Apreciado Lector : En esta oportunidad deseo compartir con
Ustedes un fragmento del libro titulado
“El amor de mi Diosito” (que corresponde a un serie de cuenticos amenos) y fue escrito por Monseñor Luis Augusto
Castro, quien fue Presidente de la Conferencia Episcopal de Colombia.
"QUE TE CUESTA, TE CUESTA"
Un Rey decidió para las fiestas del reino liberar a algunos de los prisioneros. Se fue personalmente a la cárcel para conocerlos y escucharlos.
Los prisioneros empezaron a hablar y casi todos explicaban cómo estaban allí injustamente, cómo habían sido condenados siendo inocentes, cómo era de terrible para ellos que eran buenos encontrarse en ese lugar.
Solo uno de los prisioneros empezó a decir que él estaba ahí porque había cometido muchos delitos, porque era muy mala clase, porque se lo merecía.

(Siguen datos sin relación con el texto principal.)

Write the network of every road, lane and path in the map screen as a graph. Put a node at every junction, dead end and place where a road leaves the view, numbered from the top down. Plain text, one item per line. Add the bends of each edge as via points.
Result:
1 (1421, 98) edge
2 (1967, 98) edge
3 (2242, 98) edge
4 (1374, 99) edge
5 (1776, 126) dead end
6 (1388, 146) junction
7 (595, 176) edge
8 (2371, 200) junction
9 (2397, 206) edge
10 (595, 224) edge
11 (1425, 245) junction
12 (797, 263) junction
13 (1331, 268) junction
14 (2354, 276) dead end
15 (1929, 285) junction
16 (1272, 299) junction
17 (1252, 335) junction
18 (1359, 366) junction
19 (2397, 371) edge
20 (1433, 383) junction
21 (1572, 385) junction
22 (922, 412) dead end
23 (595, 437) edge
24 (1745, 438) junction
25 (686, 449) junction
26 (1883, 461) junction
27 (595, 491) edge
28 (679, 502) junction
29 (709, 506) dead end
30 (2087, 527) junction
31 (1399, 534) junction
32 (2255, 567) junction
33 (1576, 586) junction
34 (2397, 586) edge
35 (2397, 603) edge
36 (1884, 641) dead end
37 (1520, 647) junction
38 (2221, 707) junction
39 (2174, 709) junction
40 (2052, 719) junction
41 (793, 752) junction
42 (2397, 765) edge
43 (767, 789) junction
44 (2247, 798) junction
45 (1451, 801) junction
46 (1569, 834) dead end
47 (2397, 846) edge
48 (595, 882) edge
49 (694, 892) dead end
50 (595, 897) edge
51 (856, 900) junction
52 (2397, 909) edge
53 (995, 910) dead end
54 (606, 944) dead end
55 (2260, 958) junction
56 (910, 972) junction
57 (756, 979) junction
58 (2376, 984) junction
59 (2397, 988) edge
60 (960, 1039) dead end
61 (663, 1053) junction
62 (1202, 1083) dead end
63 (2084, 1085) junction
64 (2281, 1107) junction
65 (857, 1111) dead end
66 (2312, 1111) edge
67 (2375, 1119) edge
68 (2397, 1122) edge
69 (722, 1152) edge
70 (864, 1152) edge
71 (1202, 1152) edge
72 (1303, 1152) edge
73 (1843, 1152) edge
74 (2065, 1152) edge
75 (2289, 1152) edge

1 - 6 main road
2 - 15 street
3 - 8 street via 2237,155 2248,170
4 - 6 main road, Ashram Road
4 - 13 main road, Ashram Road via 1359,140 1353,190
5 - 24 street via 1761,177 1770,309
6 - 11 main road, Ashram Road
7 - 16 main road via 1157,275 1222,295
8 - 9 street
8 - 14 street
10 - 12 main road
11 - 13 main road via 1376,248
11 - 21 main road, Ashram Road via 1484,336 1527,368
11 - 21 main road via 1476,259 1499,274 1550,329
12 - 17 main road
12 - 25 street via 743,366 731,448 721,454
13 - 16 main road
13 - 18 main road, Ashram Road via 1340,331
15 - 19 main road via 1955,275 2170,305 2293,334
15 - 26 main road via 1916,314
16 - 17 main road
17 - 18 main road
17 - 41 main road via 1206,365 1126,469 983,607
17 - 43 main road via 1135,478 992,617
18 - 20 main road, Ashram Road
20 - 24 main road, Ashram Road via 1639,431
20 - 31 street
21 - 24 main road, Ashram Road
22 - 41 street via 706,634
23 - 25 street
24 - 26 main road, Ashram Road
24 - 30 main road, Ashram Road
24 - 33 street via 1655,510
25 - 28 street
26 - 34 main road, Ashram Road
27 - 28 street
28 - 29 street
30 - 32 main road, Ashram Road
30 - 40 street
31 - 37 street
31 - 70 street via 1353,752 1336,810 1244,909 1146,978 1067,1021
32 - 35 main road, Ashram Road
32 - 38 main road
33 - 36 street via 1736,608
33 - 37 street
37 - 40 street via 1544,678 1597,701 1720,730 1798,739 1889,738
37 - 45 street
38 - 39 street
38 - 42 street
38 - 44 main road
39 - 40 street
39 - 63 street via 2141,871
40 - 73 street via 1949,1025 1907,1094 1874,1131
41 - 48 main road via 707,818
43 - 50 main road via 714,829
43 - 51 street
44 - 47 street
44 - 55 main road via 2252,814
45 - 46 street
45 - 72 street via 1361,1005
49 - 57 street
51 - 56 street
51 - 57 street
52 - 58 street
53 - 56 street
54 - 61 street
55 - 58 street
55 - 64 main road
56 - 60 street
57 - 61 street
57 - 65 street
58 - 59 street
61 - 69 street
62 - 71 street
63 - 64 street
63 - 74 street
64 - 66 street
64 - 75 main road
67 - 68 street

Entonces el Rey dijo: “No es conveniente que un hombre como este tan malo y tan pervertido esté aquí en medio de tanta gente buena. Sáquenlo inmediatamente de la cárcel”.
Reconoce tu pecado. No lo tapes. Al fin de cuentas, Dios conoce tu corazón mejor de cuanto tú lo conoces. La conversión es también una victoria de la sinceridad en el fondo del alma.